Passage (6)
Lisa et les garçons.
(Madeleine MAILLOT)
Dans la famille, Lisa se sent un peu seule. Des cousins, elle en a en pagaille, elle a deux frères aussi. Même l'animal de compagnie est un garçon. Il s'appelle
Philibert. C'est un matou.
Un jour qu'elle se plaignait de sa situation à sa grand-mère, celle-ci lui dit:
- « Tu sais, pour te transformer en garçon, il te suffit de passer à travers un arc en ciel.»
Mais Lisa ne veut pas devenir un garçon. Pourquoi ne serait- ce pas l'inverse: A la prochaine pluie, Louis ou Pierre pourrait en traverser un et elle aurait une sœur avec qui s'amuser!
- « Tu peux toujours rêver!» avaient-ils répondu en chœur à sa proposition.
Aussi, quand son parrain lui offrit cette boule de poils, tellement adorable, Lisa en pleura presque de joie: enfin, à part maman et elle, une autre fille habiterait cette maison! Elle l'a tout de suite baptisée Blondine.
- «A cause de la couleur de sa robe et aussi parce qu'elle a la grâce d'une ondine», avait-t-elle expliqué.
Blondine est assez sauvage et ne se laisse pas souvent caresser.
Philibert, lui, est d'un naturel plus accommodant. Les enfants qui le considèrent comme un jouet le manipulent à leur guise. Quand Pierre, le plus jeune le transporte en le tenant par le cou à travers toute la maison, il ne sort pas les griffes. Il ne se fâche pas.
Certaines fois, cependant pour échapper à tant d'attentions, il grimpe en haut du manguier, poste d'observation idéal, abri imprenable. Il lui arrive d'y passer des heures, bien calé au creux d'une fourche. Son arbre c'est aussi son terrain de sport, son aire de jeu...
Depuis quelques jours, Philibert y monte plus souvent car il a une amie, la petite chatte nommée Blondine. Bien sûr, il lui a fait faire le tour du propriétaire et, dans le manguier, ce sont maintenant des compétitions de course, à la verticale sur le tronc, en équilibre sur les branches.

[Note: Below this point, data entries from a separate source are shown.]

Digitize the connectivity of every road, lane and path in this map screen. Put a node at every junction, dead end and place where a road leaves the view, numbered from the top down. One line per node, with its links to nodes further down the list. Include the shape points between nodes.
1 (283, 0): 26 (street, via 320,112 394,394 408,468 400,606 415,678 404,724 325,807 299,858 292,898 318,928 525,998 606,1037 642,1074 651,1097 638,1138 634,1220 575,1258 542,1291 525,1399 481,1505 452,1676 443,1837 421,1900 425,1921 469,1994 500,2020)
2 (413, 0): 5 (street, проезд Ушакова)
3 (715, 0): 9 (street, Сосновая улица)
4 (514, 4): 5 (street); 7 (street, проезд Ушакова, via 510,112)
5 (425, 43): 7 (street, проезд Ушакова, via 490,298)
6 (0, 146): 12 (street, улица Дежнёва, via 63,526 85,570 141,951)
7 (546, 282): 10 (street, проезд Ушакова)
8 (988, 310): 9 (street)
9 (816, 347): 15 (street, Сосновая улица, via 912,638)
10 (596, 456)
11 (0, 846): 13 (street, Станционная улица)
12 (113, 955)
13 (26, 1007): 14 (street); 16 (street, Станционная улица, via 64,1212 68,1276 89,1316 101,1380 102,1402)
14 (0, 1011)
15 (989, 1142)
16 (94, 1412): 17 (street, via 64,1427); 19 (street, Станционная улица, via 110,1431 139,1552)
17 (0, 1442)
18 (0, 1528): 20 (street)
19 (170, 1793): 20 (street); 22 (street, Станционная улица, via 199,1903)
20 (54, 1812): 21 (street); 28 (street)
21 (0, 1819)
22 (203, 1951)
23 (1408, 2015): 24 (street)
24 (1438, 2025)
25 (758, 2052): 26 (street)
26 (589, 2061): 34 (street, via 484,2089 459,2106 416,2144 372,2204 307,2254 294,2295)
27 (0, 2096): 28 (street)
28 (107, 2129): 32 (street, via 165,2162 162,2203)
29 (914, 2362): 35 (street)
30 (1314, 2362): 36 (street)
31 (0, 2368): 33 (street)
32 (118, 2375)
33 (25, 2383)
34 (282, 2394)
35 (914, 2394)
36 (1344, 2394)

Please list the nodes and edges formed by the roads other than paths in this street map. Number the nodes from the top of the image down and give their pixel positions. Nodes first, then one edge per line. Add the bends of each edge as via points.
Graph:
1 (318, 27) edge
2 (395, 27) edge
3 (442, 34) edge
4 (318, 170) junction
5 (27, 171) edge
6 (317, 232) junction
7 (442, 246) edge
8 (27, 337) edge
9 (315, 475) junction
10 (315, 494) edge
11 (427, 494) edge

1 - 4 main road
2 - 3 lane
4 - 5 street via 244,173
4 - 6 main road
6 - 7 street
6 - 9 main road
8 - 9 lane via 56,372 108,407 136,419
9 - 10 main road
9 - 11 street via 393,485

Les deux complices poursuivent les papillons, s'élancent de concert pour attraper une plume voletant dans la brise. Ils se roulent dans l'herbe, se chamaillent, se câlinent et finissent par s'endormir entre les pattes l'un de l'autre, bercés par leurs rêves félins.
Ce matin, un rayon de soleil vient les taquiner à travers le feuillage. Ils se dressent sur leurs pattes de derrière pour essayer de l'attraper. Leurs efforts n'étant pas couronnés de succès, ils se mettent à danser avec lui, sautant, tournoyant, se contorsionnant.
Mais voilà que le ciel se couvre. Aux premières gouttes de pluie, ils foncent se réfugier à l'intérieur. En haut d'une armoire. Un peu de repos ne se refuse pas en attendant l'heure du déjeuner.
En début d'après midi, ils sont à nouveau dehors. Cette fois, mieux qu'un rayon de soleil, c'est un arc en ciel qui les invite à jouer. Un bel arc en ciel à la cime de leur arbre favori. Va-t-il se laisser capturer lui?
Ils s'élancent à toute allure à l'assaut du manguier. En un clin d'œil, les voilà au sommet.
Mais, que se passe-t-il tout à coup? La petite chatte dégringole et atterrit dans l'herbe. Les enfants se précipitent. Elle doit être un peu sonnée tout de même, car, pour la première fois, elle se laisse soulever et caresser sans protester.
Lisa qui la tient dans ses bras s'exclame soudain la gorge serrée:
- «Venez voir tous! Blondine s'est transformée en matou!»